Electrostatics: graphing/field vectors

[FritoTaco]

Homework Statement

(whole question/answer on IMG file also a scanned version in case)

Hello, this question is from my notes and I couldn't figure out the graphing part of it. We're supposed to use limits and see what happens to the equations as x goes to infinity and zero. My question (as you will find more below) concerns the right part of the graph that represents |E_{B}|

Just in case you can't see:
Two point charges are placed above. (in picture)
A = -7.00\times10^{-9} C
B = +2.00\times10^{-9} C
A is at (0,0)
B is at (3,0)

Questions

A.) Calculate E_{x} at (1,0).
B.) Sketch E_{x} vs. x for all x values.
C.) Clearly label any locations where E_{x}=0.
D.) Setup the calculation(s) to calculate the location(s) of any point(s) where E_{x}=0.
E.) Do the algebra to get the actual location(s).

Homework Equations

|E|=k\cdot\dfrac{|Q|}{r^2}

|E| is a vector.

k = 9.00\times10^{9}
Q = charge

The Attempt at a Solution

So, here I'm just going to show you how I'm evaluating the limits for |E_{A}| and |E_{B}|.

|E_{A}|=k\dfrac{Q_{A}}{x^2} as \lim\limits_{x \to 0} then k\dfrac{Q_{A}}{x}\rightarrow + \infty

As \lim\limits_{x \to \infty} then k\dfrac{Q_{A}}{x^2}\rightarrow 0


|E_{B}|=k\dfrac{Q_{A}}{(x-3)^2} as \lim\limits_{x \to 0} then k\dfrac{Q_{A}}{x}\rightarrow + \infty

As \lim\limits_{x \to \infty} then k\dfrac{Q_{A}}{(x-3)^2}\rightarrow 0


For the left part of the graph, this looks correct because as x increases, we get closer to zero, and as x decreases, we go to infinity. On the right side, we pass where E_{x} = 0 and where x > 3, we get a negative value. I don't see how to get there? If I attempt on a calculator, this how what I get:

|E_{B}|=\dfrac{9\times10^{9}(2\times10^{-9})}{100^2}=0.0018

So I used a random number greater than 3, which was 100. I get a small value which looks good, but it's not on the negative side of the axis like the graph shows. What am I missing?

 

[kuruman]

Why are you taking absolute values? I am not sure what you graphed, but I know what you should be graphing. That is
$$E_x=k \times 10^{-9}\left( \frac{-7}{x^2}+\frac{2}{(x-3)^2} \right)$$
Is that what you graphed?

 

[FritoTaco]

The absolute value bars were for finding magnitude. The direction is found separately unless you don't take absolute values. I graphed what I was taking the limits from (shown below), |E_{A}| is the left side of the graph and |E_{B}| is the right side.

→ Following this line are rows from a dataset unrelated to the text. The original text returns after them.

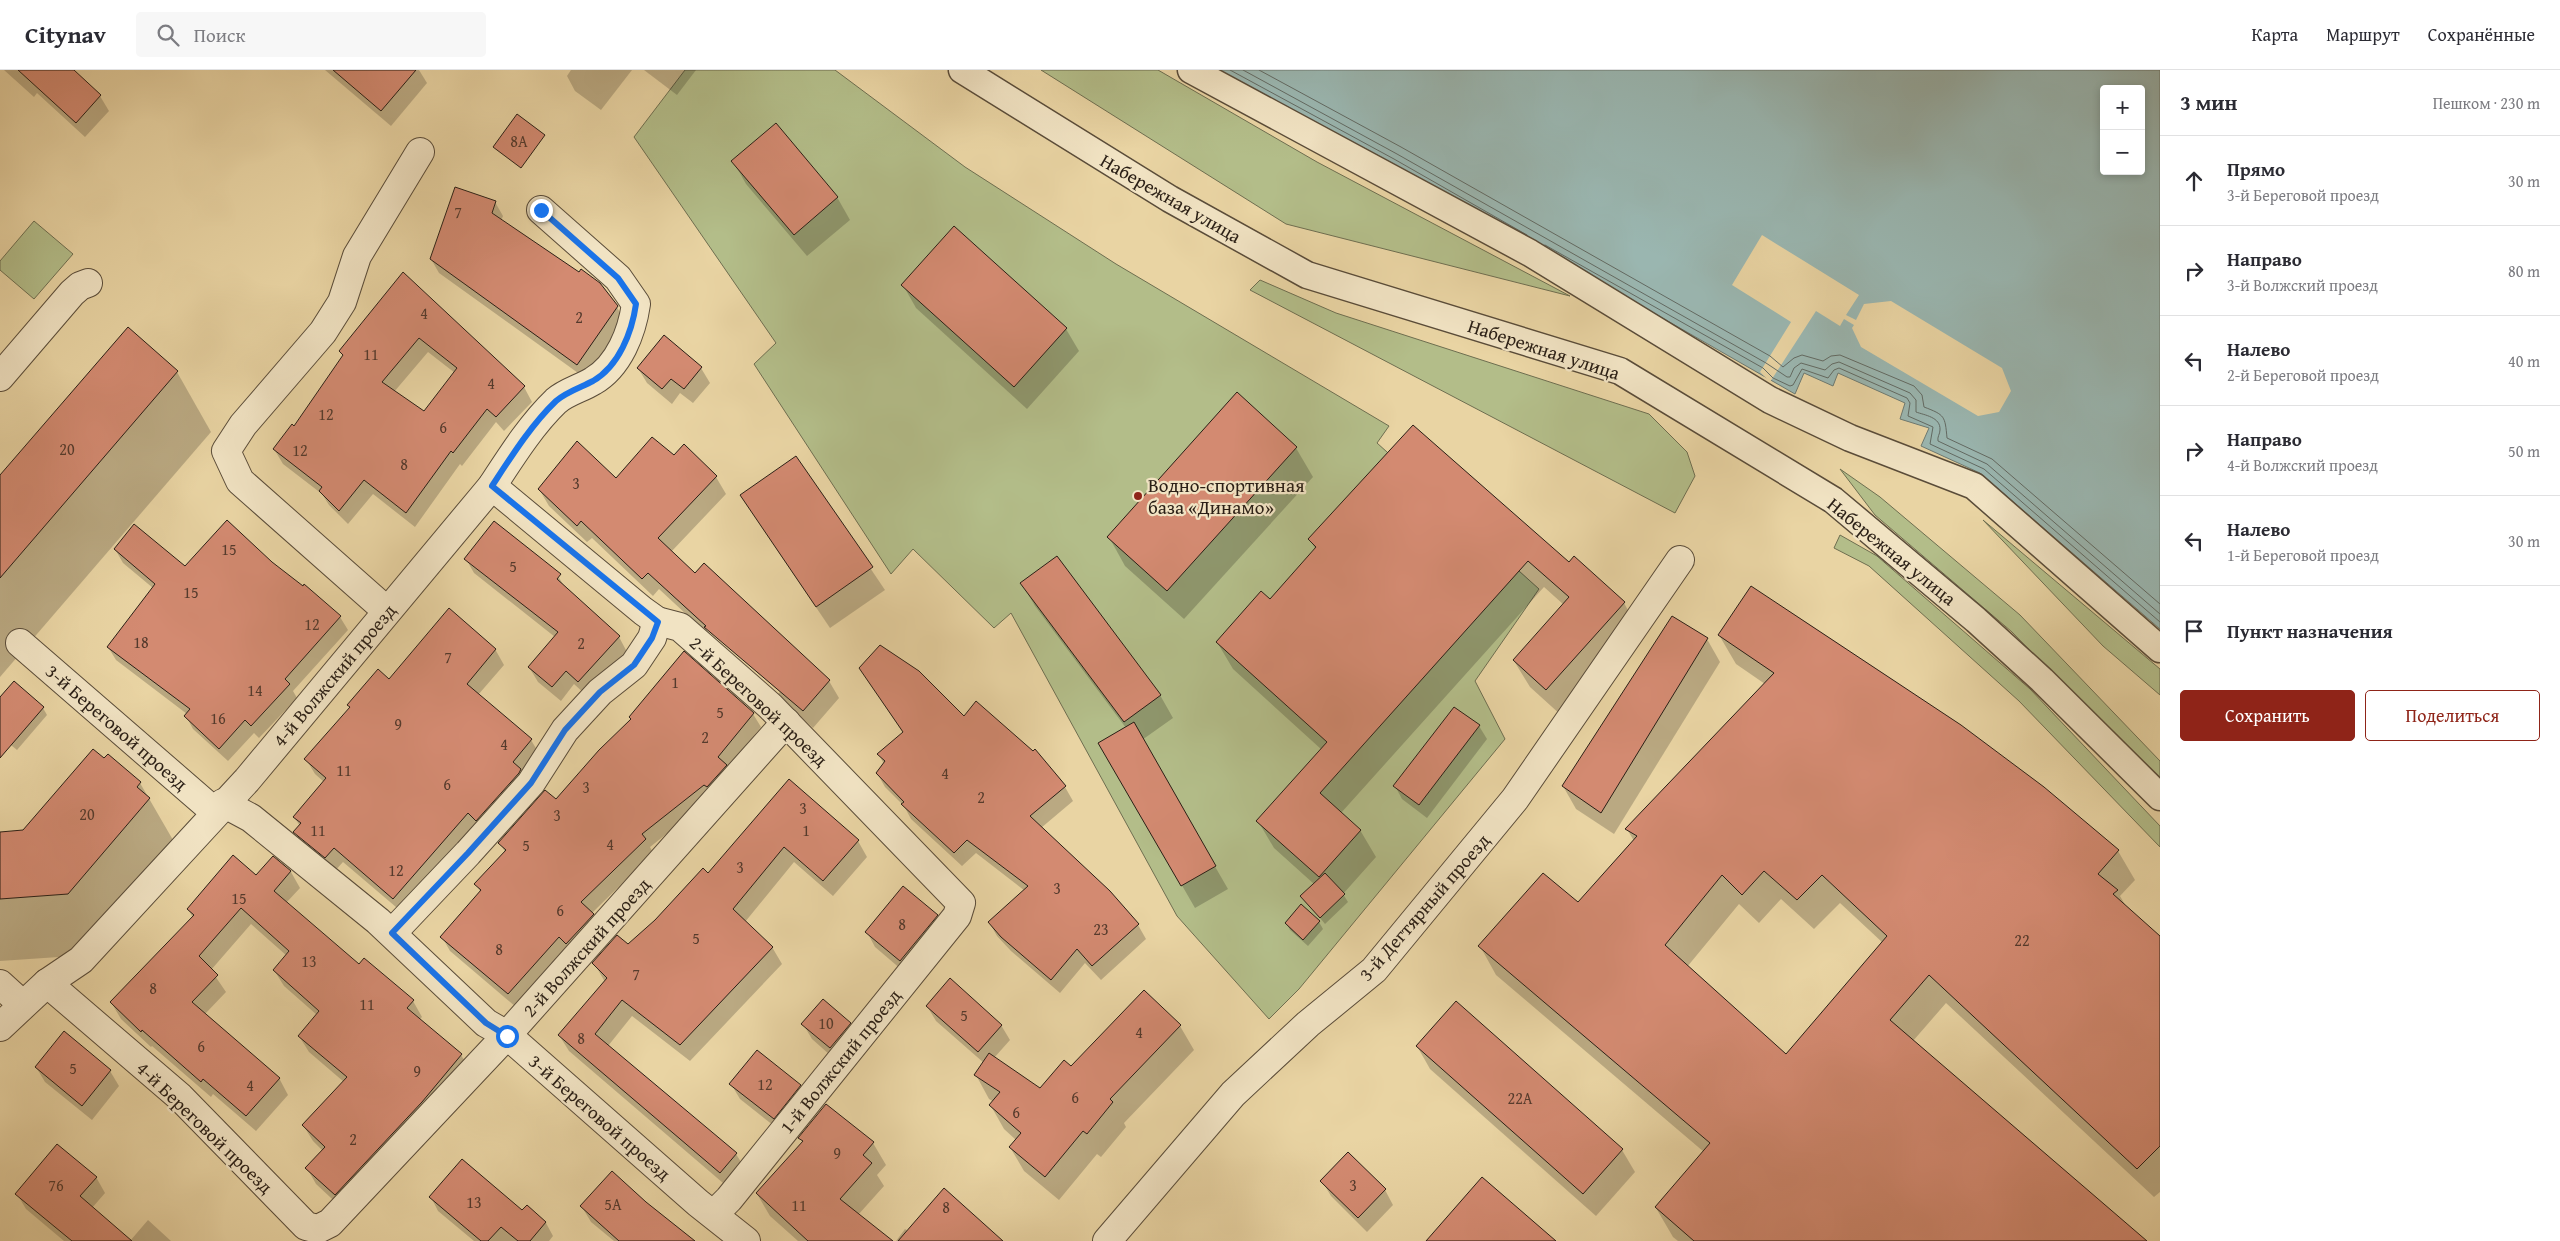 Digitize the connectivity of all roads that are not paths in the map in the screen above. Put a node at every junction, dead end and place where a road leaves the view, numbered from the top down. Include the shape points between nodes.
1 (962, 70) edge
2 (1191, 70) edge
3 (420, 152) dead end
4 (541, 210) dead end
5 (88, 283) dead end
6 (0, 377) edge
7 (492, 486) junction
8 (1680, 560) dead end
9 (387, 611) junction
10 (658, 622) junction
11 (20, 643) dead end
12 (2160, 649) edge
13 (786, 722) junction
14 (2160, 797) edge
15 (219, 808) junction
16 (961, 903) joint
17 (392, 933) junction
18 (47, 983) junction
19 (0, 984) edge
20 (22, 1004) junction
21 (0, 1027) edge
22 (507, 1036) junction
23 (714, 1214) junction
24 (318, 1229) joint
25 (746, 1241) edge
26 (1108, 1241) edge

1 - 14 street, Набережная улица via 1170,199 1306,275 1620,371 1833,500 1976,620 2042,680
2 - 12 street via 1530,253 1770,400 1850,438 1974,486
3 - 9 street via 357,256 342,302 323,332 243,425 226,451 240,481
4 - 7 street, 4-й Волжский проезд via 618,278 636,304 634,322 617,358 596,380 557,400 521,443
5 - 6 street via 72,293
7 - 9 street, 4-й Волжский проезд
7 - 10 street, 2-й Береговой проезд
8 - 26 street, 3-й Дегтярный проезд via 1516,799 1374,970 1308,1024 1233,1094
9 - 15 street, 4-й Волжский проезд via 247,780
10 - 13 street, 2-й Береговой проезд via 680,628
10 - 17 street via 652,638 634,665 600,692 571,724 531,783
11 - 15 street, 3-й Береговой проезд
13 - 16 street, 2-й Береговой проезд
13 - 22 street, 2-й Волжский проезд
15 - 17 street, 3-й Береговой проезд via 251,818
15 - 18 street, 4-й Волжский проезд via 81,960
16 - 23 street, 1-й Волжский проезд via 956,916
17 - 22 street, 3-й Береговой проезд via 486,1023
18 - 20 street, 4-й Волжский проезд
18 - 24 street, 4-й Береговой проезд via 180,1097 306,1226
19 - 20 street
20 - 21 street, 4-й Волжский проезд
22 - 23 street, 3-й Береговой проезд
22 - 24 street, 2-й Волжский проезд via 330,1223
23 - 25 street, 3-й Береговой проезд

|E_{A}| = \dfrac{k\cdot Q_{A}}{x^2}=\dfrac{9\times10^9(7\times10^{-9})}{100^2} (testing as limit as x goes to infinity by using 100) this gives me a small Ex value as x goes to infinity.
I used the same equation except now using as the limit goes to zero.
This gave me the left side of the graph.

And as I've shown at the end of my first post, I used limits for |E_{B}|

Ex=k×10−9(−7x2+2(x−3)2)

Did you get this equation without using the absolute value bar? You kept the negative sign for 7. I did use that equation but I didn't add them together, it was separated.

 

[kuruman]

You have to add them together as I showed you because $E_x$ is the x-component of the net electric field, i.e. the superposition of the electric fields generated by each charge.

 

[FritoTaco]

So I get E_{x}=k\times10^{-9}\dfrac{-5x^2+42x-63}{x^2(x-3)^2}

 

[kuruman]

So I get $E_{x}=k\times10^{-9}\dfrac{-5x^2+42x-63}{x^2(x-3)^2}.$

Sure, if you think that this expression is easier for you to see what's going on.

 

[FritoTaco]

Alright, but I don't see how I graph based on the equation?

 

[kuruman]

Alright, but I don't see how I graph based on the equation?

If you don't want to use a graphing calculator, spreadsheet or other such mathematical tool, you can do it ye olde fashioned way, the way I was taught in high school.
1. First find what your function does at very large +x and -x values.
2. Find the in-between points of interest. These are: (a) points where the function is zero; points where the function goes asymptotically to plus or minus infinity; points where the function has an extremum, maximum or minimum.
3. Connect the dots.

 

[FritoTaco]

Alright, thanks. I don't have time as of now so I will do it later!